Thanks for the review!
Committed after minor fixes.
>> @@ -1075,7 +1076,7 @@ of this helper program; chances are you did not intend to run this program.\n\
>> else
>> {
>> HP_TIMING_NOW (start);
>> - _dl_map_object (NULL, rtld_progname, lt_library, 0,
>> + _dl_map_object (NULL, rtld_progname, lt_executable, 0,
>
> OK, but I'd like you to tell me you verified that the lt_library here
> was previously ignored and set to lt_executable by the code in
> _dl_map_object_from_fd.
This took longer than I expected, _dl_map_object_from_fd is long and
complicated :-(
AFAICT, _dl_map_object_from_fd used passed-in l_type once here:
l = _dl_new_object (realname, name, l_type, loader, mode, nsid);
that sets l->l_type = l_type and performs no conditional logic; so safe
(since it was resetting l->l_type to l_executable before returning).
It then used l->l_type once here (before resetting it to lt_executable):
case PT_TLS:
...
/* If not loading the initial set of shared libraries,
check whether we should permit loading a TLS segment. */
if (__builtin_expect (l->l_type == lt_library, 1)

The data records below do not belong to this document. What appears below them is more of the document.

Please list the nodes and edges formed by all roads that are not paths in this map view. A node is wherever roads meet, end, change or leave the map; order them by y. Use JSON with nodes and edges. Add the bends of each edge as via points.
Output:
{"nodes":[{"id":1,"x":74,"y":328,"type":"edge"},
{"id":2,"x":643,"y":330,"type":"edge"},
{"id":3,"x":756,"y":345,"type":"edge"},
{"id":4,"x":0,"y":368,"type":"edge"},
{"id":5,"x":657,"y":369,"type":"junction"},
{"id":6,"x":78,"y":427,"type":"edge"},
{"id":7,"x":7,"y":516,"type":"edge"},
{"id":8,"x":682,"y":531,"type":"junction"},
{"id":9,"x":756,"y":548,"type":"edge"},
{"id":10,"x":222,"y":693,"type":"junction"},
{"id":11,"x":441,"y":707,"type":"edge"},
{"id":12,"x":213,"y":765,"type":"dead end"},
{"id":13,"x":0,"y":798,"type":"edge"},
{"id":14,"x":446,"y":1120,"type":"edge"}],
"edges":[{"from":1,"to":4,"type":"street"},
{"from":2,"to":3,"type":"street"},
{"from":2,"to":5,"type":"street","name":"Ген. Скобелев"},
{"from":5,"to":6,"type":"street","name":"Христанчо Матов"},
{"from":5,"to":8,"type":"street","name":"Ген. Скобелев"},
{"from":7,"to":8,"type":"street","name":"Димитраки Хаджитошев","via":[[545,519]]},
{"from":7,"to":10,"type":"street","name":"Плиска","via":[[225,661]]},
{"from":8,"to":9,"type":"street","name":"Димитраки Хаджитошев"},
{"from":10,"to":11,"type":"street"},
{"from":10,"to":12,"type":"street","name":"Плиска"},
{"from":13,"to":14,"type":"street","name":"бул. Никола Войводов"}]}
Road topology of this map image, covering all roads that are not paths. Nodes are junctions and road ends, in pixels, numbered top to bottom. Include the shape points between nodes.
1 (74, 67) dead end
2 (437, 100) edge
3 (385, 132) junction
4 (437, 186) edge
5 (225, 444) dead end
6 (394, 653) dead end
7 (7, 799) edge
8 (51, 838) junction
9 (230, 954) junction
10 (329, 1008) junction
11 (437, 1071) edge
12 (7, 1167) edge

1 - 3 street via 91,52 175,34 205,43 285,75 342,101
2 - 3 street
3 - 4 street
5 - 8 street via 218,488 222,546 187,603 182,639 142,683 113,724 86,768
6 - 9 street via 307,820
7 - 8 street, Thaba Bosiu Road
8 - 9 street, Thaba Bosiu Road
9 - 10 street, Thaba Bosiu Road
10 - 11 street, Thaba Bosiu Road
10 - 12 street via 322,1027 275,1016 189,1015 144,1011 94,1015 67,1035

/* If GL(dl_tls_dtv_slotinfo_list) == NULL, then rtld.c did
not set up TLS data structures, so don't use them now. */
|| __builtin_expect (GL(dl_tls_dtv_slotinfo_list) != NULL, 1))
{
/* Assign the next available module ID. */
l->l_tls_modid = _dl_next_tls_modid ();
break;
}
Here, I have changed the condition, and so the main executable no longer
gets its l_tls_modid set to 1.
... which would be a problem, except that it is unconditionally set to 1
soon thereafter by this code in rtld.c dl_main():
case PT_TLS:
if (ph->p_memsz > 0)
{
...
/* This image gets the ID one. */
GL(dl_tls_max_dtv_idx) = main_map->l_tls_modid = 1;
}
break;
Almost certainly the code in rtld.c did not expect the _dl_map_object_from_fd
to have already set its l_tls_modid.
So in the end, main_map->l_tls_modid still ends up as 1, and everything
is happy. At least that's my story and I am sticking to it until proven
wrong :-)
--
Paul Pluzhnikov